Required action. The task calls for each line of the records below in which the word "language" appears.

Provided data.
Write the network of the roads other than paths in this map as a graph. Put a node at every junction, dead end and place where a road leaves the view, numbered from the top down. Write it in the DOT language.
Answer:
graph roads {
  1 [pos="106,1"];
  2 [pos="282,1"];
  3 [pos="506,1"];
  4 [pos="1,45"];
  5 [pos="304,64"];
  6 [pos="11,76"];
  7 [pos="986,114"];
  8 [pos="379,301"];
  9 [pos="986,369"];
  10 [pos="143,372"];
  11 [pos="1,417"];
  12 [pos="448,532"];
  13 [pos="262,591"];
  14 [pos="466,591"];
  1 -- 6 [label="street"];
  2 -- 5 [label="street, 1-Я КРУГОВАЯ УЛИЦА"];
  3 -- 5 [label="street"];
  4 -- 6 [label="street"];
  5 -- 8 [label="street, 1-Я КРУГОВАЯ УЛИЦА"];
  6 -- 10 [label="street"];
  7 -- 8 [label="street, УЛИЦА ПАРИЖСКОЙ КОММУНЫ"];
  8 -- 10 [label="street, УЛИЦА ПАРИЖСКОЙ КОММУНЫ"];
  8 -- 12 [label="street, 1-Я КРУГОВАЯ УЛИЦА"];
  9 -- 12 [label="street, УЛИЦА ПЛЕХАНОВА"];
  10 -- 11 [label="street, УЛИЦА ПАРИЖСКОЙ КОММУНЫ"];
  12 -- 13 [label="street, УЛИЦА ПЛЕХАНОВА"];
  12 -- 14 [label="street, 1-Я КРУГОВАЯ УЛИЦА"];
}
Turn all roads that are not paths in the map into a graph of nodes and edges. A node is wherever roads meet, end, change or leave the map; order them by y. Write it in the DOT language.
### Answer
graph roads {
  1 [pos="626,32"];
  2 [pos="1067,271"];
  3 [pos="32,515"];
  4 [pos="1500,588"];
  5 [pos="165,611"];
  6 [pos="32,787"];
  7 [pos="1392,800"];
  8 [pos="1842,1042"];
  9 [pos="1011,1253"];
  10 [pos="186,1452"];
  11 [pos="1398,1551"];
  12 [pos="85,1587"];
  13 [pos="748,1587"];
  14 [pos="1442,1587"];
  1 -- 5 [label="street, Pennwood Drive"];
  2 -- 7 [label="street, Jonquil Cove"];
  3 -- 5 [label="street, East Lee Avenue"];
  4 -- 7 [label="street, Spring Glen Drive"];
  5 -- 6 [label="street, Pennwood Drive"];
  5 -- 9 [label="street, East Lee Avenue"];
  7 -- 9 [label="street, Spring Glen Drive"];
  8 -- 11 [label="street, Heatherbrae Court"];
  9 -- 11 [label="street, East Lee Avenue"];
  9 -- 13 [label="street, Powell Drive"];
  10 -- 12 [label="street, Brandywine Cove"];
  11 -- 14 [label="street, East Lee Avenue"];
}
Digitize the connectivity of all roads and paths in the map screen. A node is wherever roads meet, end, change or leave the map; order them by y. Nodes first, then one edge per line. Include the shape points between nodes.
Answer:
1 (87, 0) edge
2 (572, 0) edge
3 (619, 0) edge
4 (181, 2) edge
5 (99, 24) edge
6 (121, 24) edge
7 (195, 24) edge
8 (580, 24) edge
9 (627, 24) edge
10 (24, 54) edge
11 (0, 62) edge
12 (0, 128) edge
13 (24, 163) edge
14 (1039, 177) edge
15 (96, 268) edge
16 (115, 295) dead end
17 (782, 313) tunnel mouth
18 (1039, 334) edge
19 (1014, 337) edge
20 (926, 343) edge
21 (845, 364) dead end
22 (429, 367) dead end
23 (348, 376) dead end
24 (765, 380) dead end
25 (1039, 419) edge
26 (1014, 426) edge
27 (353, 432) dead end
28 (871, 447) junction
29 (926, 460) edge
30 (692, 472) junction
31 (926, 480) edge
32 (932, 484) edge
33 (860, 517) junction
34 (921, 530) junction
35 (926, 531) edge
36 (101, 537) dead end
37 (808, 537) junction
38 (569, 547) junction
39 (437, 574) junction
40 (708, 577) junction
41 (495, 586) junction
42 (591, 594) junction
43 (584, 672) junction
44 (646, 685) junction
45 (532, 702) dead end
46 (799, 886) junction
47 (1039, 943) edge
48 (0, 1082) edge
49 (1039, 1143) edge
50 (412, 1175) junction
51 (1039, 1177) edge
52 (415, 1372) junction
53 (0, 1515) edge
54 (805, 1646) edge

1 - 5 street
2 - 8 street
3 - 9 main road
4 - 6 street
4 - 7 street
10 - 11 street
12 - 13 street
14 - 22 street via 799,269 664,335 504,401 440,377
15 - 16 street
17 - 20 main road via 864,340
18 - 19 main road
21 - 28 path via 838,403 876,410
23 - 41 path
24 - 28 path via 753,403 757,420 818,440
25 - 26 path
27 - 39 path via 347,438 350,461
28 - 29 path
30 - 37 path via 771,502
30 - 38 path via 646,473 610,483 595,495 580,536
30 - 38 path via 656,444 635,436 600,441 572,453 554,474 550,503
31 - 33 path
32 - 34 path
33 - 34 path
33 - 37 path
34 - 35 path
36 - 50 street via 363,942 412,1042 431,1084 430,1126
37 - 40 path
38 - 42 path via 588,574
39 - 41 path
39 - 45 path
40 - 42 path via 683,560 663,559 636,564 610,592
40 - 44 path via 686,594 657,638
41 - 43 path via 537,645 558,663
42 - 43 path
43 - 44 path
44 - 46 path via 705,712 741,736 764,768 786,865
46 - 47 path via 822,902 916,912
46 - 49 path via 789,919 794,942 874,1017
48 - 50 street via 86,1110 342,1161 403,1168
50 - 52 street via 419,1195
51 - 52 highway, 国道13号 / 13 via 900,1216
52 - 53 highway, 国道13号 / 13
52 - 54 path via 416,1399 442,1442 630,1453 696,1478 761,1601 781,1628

Task result.
Write the network of the roads other than paths in this map as a graph. Put a node at every junction, dead end and place where a road leaves the view, numbered from the top down. Write it in the DOT language.
Turn all roads that are not paths in the map into a graph of nodes and edges. A node is wherever roads meet, end, change or leave the map; order them by y. Write it in the DOT language.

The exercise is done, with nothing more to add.